Curriculum Integration Plans

Local History Project

Project Name: Local History Project
Age Level: 15-18 (Secondary)
Subject Areas: Social Studies
Summary: Students will do research on their communities, and through social networking tools will showcase their work to other students around the world. (COMMON CORE STATE STANDARDS ALIGNED)

The Local History Project is a teacher-directed collaborative project in which students research the history of their communities and share their findings with their global peers.  Read more about it on the iEARN Collaboration Centre:


Teacher goals

What are your goals for this project as an educator?
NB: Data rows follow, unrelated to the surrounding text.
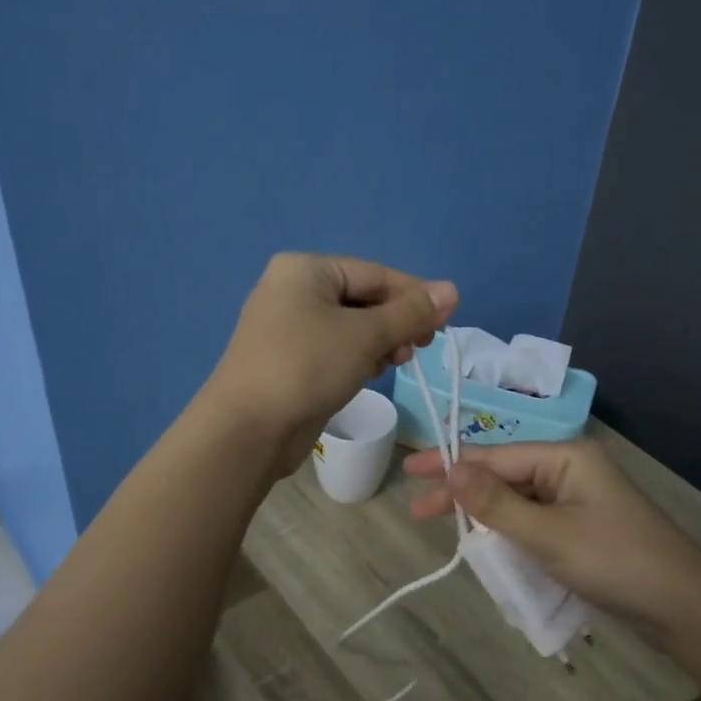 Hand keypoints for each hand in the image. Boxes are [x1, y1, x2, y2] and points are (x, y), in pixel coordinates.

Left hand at [202, 254, 457, 478]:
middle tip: (421, 347)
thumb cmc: (307, 368)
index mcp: (306, 270)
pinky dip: (359, 357)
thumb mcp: (365, 336)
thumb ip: (411, 312)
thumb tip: (452, 290)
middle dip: (396, 322)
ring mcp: (288, 326)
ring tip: (398, 361)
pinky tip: (373, 372)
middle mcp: (293, 290)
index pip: (375, 274)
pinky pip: (336, 348)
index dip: (415, 295)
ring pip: (351, 326)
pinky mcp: (290, 359)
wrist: (248, 430)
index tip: (447, 321)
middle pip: (364, 298)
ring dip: (381, 341)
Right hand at [406, 437, 700, 642]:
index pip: (496, 456)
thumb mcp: (548, 535)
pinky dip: (510, 533)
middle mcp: (571, 470)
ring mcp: (580, 500)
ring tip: (447, 531)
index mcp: (566, 457)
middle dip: (464, 493)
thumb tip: (451, 468)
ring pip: (519, 501)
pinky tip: (488, 546)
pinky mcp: (584, 529)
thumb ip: (496, 504)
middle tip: (418, 510)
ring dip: (486, 516)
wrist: (685, 608)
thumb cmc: (616, 562)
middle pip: (505, 476)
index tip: (409, 470)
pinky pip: (535, 522)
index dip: (450, 464)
My goals are: 

  • To share the concepts of and collaborate on the IEARN project with 3-4 other teachers in my building 

  • To learn from teachers in other countries who have contributed to the project 
  • To integrate web2.0 tools and social networking tools in the lessons that culminate in a showcase product, celebrating the history of our school.

Student goals

  • What are your goals for your students? To conduct research about their community, to use web2.0 and social networking digital tools to communicate with students around the world, and to develop a showcase of their work that is viewable by their local and international communities.
  • What knowledge will students acquire by engaging in this project? Research skills, digital technology skills, and collaboration skills with their peers in the school, and around the world.
  • What subject terms, principles and facts related to the curriculum will students learn through this project? community, government, history, desegregation, Brown v. Board of Ed., Thurgood Marshall, white flight, busing laws.
  • What are your state, local, and/or national curriculum standards that this project addresses? Include required technology standards if applicable.
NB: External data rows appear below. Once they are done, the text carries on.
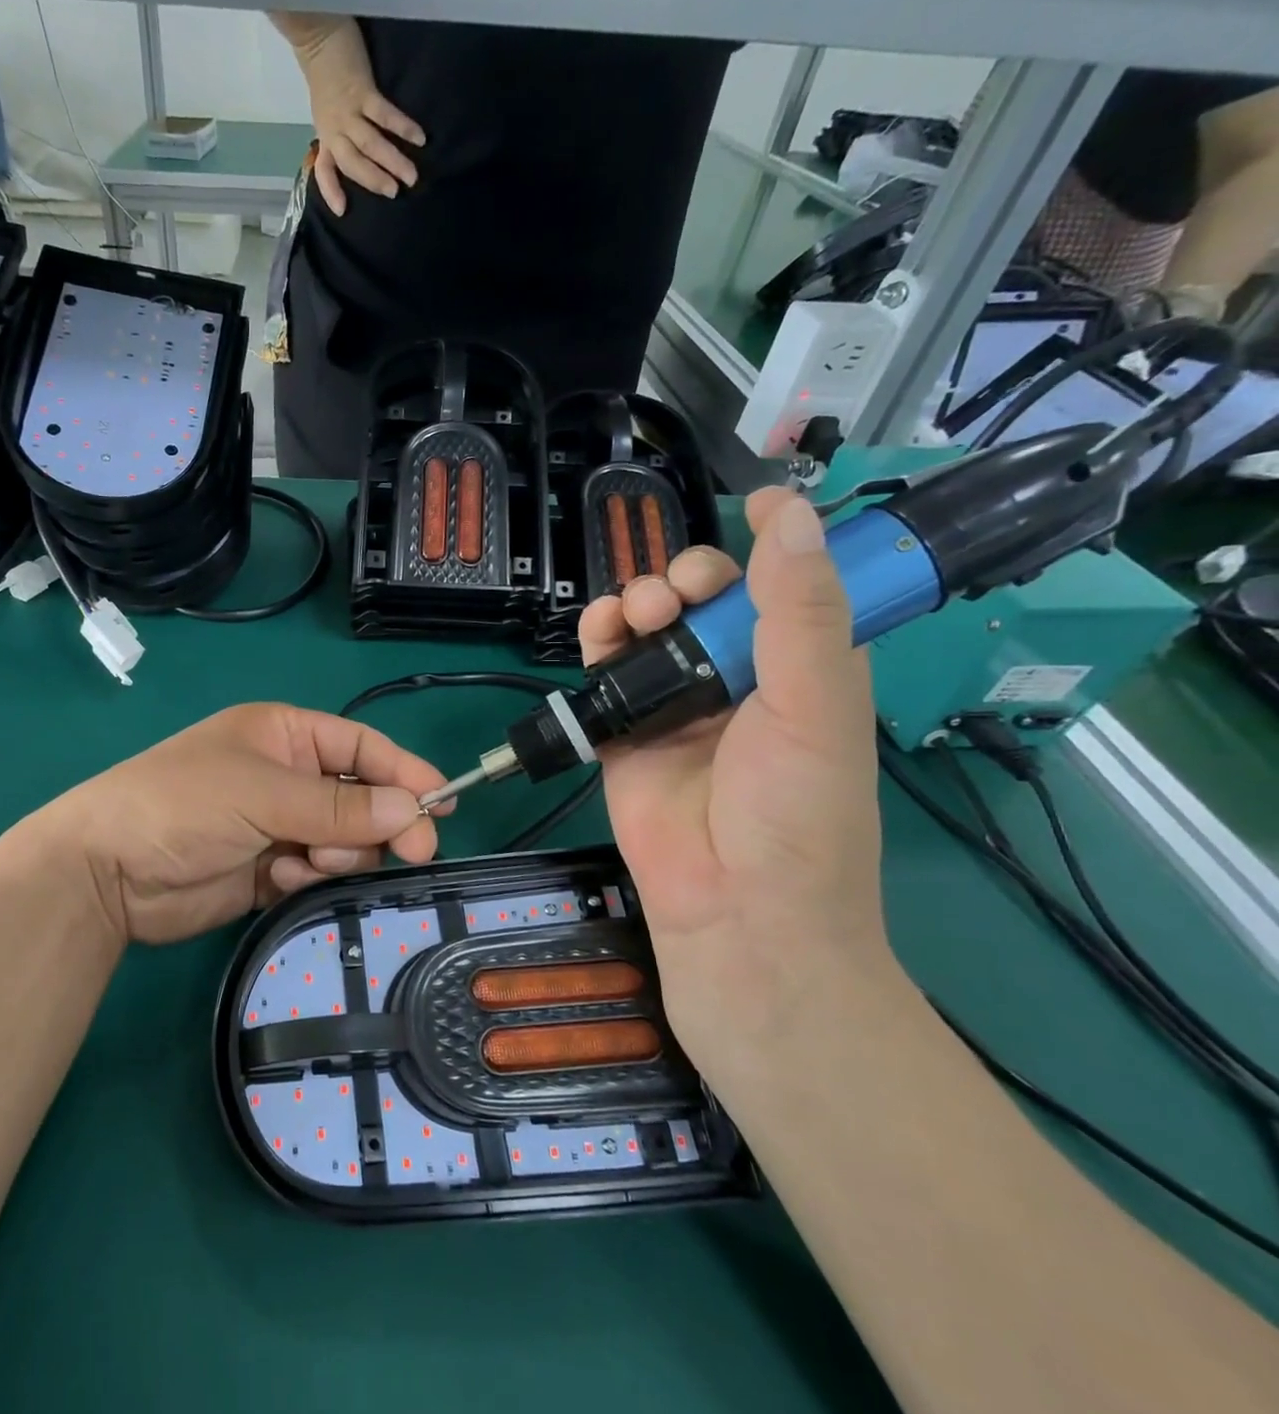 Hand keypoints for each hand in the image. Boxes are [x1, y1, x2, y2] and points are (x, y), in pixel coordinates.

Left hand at [40, 703, 446, 944]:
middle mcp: (287, 776)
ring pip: (345, 840)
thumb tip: (413, 810)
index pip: (360, 747)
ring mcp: (278, 825)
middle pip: (361, 797)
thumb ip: (339, 808)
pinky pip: (317, 872)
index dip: (403, 772)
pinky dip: (310, 878)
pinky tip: (279, 880)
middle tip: (410, 852)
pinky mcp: (270, 870)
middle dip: (379, 823)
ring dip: (339, 853)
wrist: (107, 873)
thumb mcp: (263, 794)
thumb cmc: (183, 804)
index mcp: (284, 735)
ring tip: (306, 863)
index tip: (442, 804)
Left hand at [283, 14, 424, 215]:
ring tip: (411, 176)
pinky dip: (402, 127)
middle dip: (375, 180)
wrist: (318, 36)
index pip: (325, 170)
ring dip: (392, 161)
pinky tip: (418, 138)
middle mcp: (335, 130)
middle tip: (396, 193)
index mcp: (326, 137)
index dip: (331, 191)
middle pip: (354, 163)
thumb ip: (337, 136)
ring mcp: (349, 112)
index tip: (342, 210)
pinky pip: (384, 114)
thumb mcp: (325, 114)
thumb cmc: (325, 78)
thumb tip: (357, 156)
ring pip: (371, 144)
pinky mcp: (363, 91)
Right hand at [577, 490, 895, 1064]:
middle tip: (677, 589)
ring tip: (637, 611)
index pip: (792, 586)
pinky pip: (608, 673)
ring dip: (640, 601)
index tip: (756, 503)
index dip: (778, 543)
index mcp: (804, 667)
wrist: (733, 910)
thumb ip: (800, 610)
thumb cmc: (795, 810)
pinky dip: (599, 643)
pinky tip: (599, 631)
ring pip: (652, 629)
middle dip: (689, 576)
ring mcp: (679, 706)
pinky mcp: (626, 732)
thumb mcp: (814, 703)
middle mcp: (741, 679)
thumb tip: (791, 512)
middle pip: (708, 600)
MSDE standards for grades 9-12 for Social Studies

  • include: 4 Goals: Politcal Science, Peoples and Nations of the World, Geography, and Economics 
  • We will address these through the Grade 10 American Government classes: Grade 9 US History
  • Indicator 5.4.3: Analyze the major developments, controversies and consequences of the Civil Rights Movement between 1946-1968 (5.4.3)
  • Indicator 5.5.4 Analyze the major developments, controversies and consequences of the civil rights movements from 1968 to 1980.
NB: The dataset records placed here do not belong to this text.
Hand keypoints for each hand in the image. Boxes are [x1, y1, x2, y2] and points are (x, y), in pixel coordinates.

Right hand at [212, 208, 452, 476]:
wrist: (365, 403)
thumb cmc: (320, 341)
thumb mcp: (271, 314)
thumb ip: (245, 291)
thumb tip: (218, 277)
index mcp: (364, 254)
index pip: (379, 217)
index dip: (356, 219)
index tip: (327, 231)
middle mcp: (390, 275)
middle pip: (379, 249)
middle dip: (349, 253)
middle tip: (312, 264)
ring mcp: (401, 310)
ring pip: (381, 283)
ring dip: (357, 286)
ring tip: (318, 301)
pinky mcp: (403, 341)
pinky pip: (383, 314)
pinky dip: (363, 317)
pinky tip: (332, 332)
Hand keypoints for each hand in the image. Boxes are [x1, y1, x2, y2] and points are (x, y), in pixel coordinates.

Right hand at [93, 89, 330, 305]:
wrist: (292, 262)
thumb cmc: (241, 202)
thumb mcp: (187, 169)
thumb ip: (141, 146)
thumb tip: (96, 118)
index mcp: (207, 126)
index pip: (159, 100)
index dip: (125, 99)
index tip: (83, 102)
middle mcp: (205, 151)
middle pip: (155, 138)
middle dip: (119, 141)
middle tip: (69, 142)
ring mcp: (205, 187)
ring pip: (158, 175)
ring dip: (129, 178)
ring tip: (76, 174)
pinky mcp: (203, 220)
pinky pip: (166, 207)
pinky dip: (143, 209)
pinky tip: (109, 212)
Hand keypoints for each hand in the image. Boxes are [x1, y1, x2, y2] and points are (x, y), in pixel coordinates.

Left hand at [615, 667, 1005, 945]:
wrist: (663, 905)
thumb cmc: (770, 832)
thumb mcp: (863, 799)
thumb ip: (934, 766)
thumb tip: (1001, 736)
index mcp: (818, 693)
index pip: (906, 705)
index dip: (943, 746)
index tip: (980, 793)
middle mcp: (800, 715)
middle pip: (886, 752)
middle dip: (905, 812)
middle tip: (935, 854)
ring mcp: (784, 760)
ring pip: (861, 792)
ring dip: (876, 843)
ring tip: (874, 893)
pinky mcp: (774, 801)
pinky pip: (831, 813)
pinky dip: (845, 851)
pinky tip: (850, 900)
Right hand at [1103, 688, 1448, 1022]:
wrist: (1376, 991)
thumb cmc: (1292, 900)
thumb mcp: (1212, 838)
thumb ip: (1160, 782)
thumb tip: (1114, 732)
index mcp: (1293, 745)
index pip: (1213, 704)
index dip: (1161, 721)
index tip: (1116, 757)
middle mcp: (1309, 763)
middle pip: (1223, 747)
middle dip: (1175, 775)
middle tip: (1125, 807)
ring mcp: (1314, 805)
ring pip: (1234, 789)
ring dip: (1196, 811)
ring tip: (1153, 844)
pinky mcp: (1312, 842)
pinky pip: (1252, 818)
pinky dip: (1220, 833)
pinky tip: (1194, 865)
         Common Core State Standards

  • Reading 7: Integrate and evaluate multiple sources of information presented in diverse formats and media (e.g., visually, quantitatively, as well as in words) in order to address a question or solve a problem.
  • Writing 2: Write informative/explanatory texts to examine and convey complex ideas and information clearly and accurately through the effective selection, organization, and analysis of content.
  • Writing 7: Conduct short as well as more sustained research projects to answer a question (including a selfgenerated question) or solve a problem; narrow or broaden the inquiry when appropriate; synthesize multiple sources on the subject, demonstrating understanding of the subject under investigation.
  • Writing 8: Gather relevant information from multiple print and digital sources, assess the credibility and accuracy of each source, and integrate the information while avoiding plagiarism.
  • Speaking and Listening 1: Prepare for and participate effectively in a range of conversations and collaborations with diverse partners, building on others’ ideas and expressing their own clearly and persuasively.
  • Speaking and Listening 2: Integrate and evaluate information presented in diverse media and formats, including visually, quantitatively, and orally.
  • Speaking and Listening 4: Present information, findings, and supporting evidence such that listeners can follow the line of reasoning and the organization, development, and style are appropriate to task, purpose, and audience.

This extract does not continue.